Mullins was a 13th-round draft pick in 2015 out of Campbell University. This was not a player that played in the SEC or ACC. There were 402 players drafted ahead of him, and he signed for $100,000. In a trip down memory lane, I noted his big year in 2016 at Single-A Delmarva in this article from October of that year. He was one of eight minor leaguers to reach double digits in doubles, triples, home runs and stolen bases while hitting .273 for Delmarva. You could see a lot of potential for a player that was not a high pick. The article even notes how he was already showing much better numbers as lefty batter.
Now the player who put up big numbers for the Shorebirds is putting up big numbers for the Orioles. He is showing leadership skills and looks like an All-Star.

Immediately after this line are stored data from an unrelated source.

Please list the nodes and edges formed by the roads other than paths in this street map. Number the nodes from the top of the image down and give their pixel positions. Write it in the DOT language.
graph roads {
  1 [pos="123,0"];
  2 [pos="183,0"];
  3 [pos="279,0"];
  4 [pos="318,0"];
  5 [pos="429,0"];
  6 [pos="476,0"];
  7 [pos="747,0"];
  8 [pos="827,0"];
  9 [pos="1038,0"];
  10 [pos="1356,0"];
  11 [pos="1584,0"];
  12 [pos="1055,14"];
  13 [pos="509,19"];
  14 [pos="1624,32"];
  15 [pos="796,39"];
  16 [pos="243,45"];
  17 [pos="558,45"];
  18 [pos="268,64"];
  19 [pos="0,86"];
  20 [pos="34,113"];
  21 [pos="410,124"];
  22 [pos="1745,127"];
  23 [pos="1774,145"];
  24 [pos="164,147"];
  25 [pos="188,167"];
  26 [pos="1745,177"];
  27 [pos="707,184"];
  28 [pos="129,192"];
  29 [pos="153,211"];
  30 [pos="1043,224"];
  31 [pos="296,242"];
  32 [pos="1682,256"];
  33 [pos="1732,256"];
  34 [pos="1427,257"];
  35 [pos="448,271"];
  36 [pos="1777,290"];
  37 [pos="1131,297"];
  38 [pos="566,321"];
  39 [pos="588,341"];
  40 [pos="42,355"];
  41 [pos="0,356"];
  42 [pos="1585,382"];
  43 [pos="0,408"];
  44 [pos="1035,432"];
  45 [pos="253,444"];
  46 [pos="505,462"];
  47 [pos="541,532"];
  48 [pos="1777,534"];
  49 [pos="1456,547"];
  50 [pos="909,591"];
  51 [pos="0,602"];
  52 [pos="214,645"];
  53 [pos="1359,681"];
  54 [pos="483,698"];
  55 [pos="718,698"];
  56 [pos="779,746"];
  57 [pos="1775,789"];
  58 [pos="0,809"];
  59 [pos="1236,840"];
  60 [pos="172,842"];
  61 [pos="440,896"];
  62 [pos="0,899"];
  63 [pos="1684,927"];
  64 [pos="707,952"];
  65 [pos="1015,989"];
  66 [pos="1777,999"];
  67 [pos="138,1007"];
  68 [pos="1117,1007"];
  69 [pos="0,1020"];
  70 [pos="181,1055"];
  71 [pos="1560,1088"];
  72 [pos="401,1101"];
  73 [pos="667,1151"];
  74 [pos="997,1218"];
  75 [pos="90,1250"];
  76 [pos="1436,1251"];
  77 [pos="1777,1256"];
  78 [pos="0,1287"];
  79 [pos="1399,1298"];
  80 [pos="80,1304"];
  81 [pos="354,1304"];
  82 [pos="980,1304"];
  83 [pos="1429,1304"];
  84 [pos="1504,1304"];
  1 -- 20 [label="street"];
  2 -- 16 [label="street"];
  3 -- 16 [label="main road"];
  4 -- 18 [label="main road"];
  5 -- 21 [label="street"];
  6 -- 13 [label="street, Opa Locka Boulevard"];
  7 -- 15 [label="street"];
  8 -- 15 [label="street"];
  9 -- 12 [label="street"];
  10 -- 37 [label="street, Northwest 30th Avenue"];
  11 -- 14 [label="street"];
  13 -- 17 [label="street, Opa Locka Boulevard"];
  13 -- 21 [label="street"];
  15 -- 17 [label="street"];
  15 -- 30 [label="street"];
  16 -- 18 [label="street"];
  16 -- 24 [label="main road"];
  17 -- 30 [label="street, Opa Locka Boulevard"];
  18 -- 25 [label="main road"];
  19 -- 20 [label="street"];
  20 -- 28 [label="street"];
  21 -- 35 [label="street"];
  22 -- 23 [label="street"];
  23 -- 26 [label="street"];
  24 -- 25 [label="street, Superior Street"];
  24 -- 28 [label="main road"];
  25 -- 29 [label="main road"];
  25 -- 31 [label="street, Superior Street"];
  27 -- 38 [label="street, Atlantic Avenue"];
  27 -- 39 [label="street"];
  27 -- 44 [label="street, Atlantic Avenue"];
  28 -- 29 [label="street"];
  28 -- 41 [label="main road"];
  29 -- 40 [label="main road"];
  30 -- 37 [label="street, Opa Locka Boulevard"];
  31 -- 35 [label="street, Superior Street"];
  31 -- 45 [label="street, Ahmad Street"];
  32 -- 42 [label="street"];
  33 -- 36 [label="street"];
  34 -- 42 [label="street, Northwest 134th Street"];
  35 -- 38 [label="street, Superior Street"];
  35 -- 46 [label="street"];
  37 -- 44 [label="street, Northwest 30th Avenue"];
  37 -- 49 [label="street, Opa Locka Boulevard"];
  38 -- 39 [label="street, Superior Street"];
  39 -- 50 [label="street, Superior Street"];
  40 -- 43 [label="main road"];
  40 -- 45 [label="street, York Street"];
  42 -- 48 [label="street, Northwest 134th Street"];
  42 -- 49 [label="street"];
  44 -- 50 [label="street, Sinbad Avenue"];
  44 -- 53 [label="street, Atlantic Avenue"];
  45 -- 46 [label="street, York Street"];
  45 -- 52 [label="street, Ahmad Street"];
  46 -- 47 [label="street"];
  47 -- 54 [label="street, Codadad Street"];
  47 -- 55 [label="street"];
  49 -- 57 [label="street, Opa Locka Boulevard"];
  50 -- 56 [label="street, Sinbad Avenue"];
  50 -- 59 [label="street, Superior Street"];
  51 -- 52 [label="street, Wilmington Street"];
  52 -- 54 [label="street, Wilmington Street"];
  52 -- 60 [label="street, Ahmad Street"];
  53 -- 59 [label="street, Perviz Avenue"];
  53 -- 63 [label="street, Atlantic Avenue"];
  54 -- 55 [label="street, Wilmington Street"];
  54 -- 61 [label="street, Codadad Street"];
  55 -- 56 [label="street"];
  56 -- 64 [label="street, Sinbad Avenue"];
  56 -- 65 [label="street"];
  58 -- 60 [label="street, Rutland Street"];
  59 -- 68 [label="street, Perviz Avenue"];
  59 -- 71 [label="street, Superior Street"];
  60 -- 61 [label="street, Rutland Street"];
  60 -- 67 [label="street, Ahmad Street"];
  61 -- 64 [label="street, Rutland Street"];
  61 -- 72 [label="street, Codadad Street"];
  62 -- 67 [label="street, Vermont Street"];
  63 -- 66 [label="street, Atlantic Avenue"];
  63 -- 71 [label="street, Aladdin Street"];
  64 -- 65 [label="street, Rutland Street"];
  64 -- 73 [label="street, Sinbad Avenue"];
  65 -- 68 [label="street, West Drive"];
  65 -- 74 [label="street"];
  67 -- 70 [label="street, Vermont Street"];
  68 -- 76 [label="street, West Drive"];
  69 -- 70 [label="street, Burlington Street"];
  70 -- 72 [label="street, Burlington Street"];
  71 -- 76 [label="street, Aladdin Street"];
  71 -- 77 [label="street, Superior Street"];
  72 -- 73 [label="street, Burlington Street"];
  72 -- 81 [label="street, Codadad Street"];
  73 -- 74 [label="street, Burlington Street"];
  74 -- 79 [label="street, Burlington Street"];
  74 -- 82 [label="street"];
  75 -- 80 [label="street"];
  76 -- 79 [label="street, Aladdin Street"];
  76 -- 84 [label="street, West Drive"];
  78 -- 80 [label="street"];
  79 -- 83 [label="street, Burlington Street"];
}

More Mullins looking back: In this story from June 2015, not long after the Orioles drafted him, I quoted Mullins during an interview with recent draft picks at then-short-season Single-A Aberdeen. I think it’s the first time I ever quoted Mullins as a pro player.
In spring training of 2020, Mullins reflected on that 2019 season, when he fell all the way to Double-A. He said then that ending the year playing well at Bowie was big for his confidence and his career.
“The last of the season at Bowie, though, shot it (my confidence) back up. Me introducing some new things to my swing worked. It was a big deal for me to not go into the offseason with a complete failure of a season,” he said in this story.
During the 2019 Eastern League playoffs, then-Bowie hitting coach Keith Bodie saw Mullins make some nice gains on his watch late that year. Bodie told me he had strong confidence that Mullins would return to the majors and play well.
“I have no doubt whatsoever,” Bodie said for this story. “He has power from both sides of the plate and he has bat speed. He’s a high-fastball hitter with quick hands. When he gets pitches he can handle, he can drive the ball with authority. He can also beat you with his legs. He can steal a base and can run down balls in the outfield.”